Like most of the wines on Wallsé's list, the Zierfandler comes from Austria. Ninety-five percent of the world crop of the little-know varietal is grown in the Thermenregion area just south of Vienna. Until recently, most of it stayed in Austria, happily guzzled by residents of Salzburg and Innsbruck. But the rising profile of the brisk and refreshing, food-friendly grüner veltliner — the country's most famous native grape — and Austria's potent spins on riesling have changed that. Germany remains Austrian wine's biggest export market, but America is quickly closing in.
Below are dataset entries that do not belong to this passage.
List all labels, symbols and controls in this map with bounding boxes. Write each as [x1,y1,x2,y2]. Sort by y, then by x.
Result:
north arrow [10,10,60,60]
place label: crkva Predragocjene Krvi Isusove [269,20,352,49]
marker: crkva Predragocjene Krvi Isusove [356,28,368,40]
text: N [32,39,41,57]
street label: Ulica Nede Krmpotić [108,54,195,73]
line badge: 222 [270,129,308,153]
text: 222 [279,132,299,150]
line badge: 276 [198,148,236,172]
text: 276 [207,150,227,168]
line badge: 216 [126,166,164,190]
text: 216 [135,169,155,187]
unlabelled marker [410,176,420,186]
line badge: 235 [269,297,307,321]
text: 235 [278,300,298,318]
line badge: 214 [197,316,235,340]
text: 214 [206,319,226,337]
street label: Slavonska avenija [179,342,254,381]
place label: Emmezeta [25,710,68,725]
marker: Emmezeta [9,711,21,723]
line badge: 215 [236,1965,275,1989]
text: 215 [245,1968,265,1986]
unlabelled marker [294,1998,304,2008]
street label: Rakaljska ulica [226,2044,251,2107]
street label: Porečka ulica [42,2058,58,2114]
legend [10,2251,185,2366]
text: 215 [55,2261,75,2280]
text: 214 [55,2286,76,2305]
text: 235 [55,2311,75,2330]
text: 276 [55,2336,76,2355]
"Grüner veltliner has become very hot," Mr. Sohm said. "It was always known as something easygoing, not so special, low in alcohol, and really refreshing. But you find examples of it that are up at the top range. Those wines lose some of this crisp and easygoing character, but they are really rich. And now you see a lot of tastings where you have grüner veltliner against top Burgundies. And many times, they are preferring the grüner veltliners." He was referring primarily to the so-called Judgment of Vienna, a London tasting organized in 2003 by the wine writers Tim Atkin and Jancis Robinson in which the judges awarded grüners seven of the top 10 spots. Some famous Burgundies and California wines were left in the dust.
Still, as much as grüner is surging, it's still probably only known to one in 20 New Yorkers. And if you don't know grüner, Wallsé's wine list can look like a Germanic cryptogram. "People open up the wine menu and the only words they recognize are red and white," Mr. Sohm said.
He says it with a smile, however, because Mr. Sohm loves to educate, and particularly Americans. "I know they feel uncomfortable. Why should you order a wine for $125 that you have never heard of? But I can promise you one thing. If you don't like the wine, you just have to give me a blink of the eye." According to the sommelier, only one diner has resorted to blinking in his three years at Wallsé and its associated restaurants, Blaue Gans and Café Sabarsky. "What I love in Americans is they are so open-minded. If they don't know something, they taste it."
Among the things these openminded Yankees are tasting is Neuburger, a white Austrian varietal with a nutty flavor, and Zweigelt, a dry, low-alcohol red that's almost as vegetal as it is fruity. They also sample Rotgipler, another white grown in same region as Zierfandler but imbued with more richness and spice than its neighbor. "Women love this wine," Mr. Aldo whispered, as if passing along the recipe for Love Potion No. 9. (Is it possible that "Rotgipler" sounds romantic if said with the right accent?)
If the Rotgipler doesn't work on the ladies, Mr. Sohm could try to impress them with a tour of his trophy case. The Austrian-born 35-year-old is something of a competition addict. Before moving to New York in July 2004 to work at Mr. Gutenbrunner's restaurants, he was named top sommelier in Austria four years running. Once stationed in America, he felt the need to prove himself once again, entering a taxing two-day competition in New York City organized by the American Sommelier Association. The trials included a written exam, a blind tasting, food and wine pairings, and even a cigar recommendation. He prevailed and was named "Best Sommelier in America" in January.
Now he is training to compete in the annual face-off of the International Association of Sommeliers, to be held next month on the island of Rhodes. It will be tough: One of the exams on the rigorous agenda is described only as "surprise."
After Rhodes, Mr. Sohm promised, he will retire from competitive wine-slinging. "It's going to be my last competition," he said. Well, break out the Zierfandler!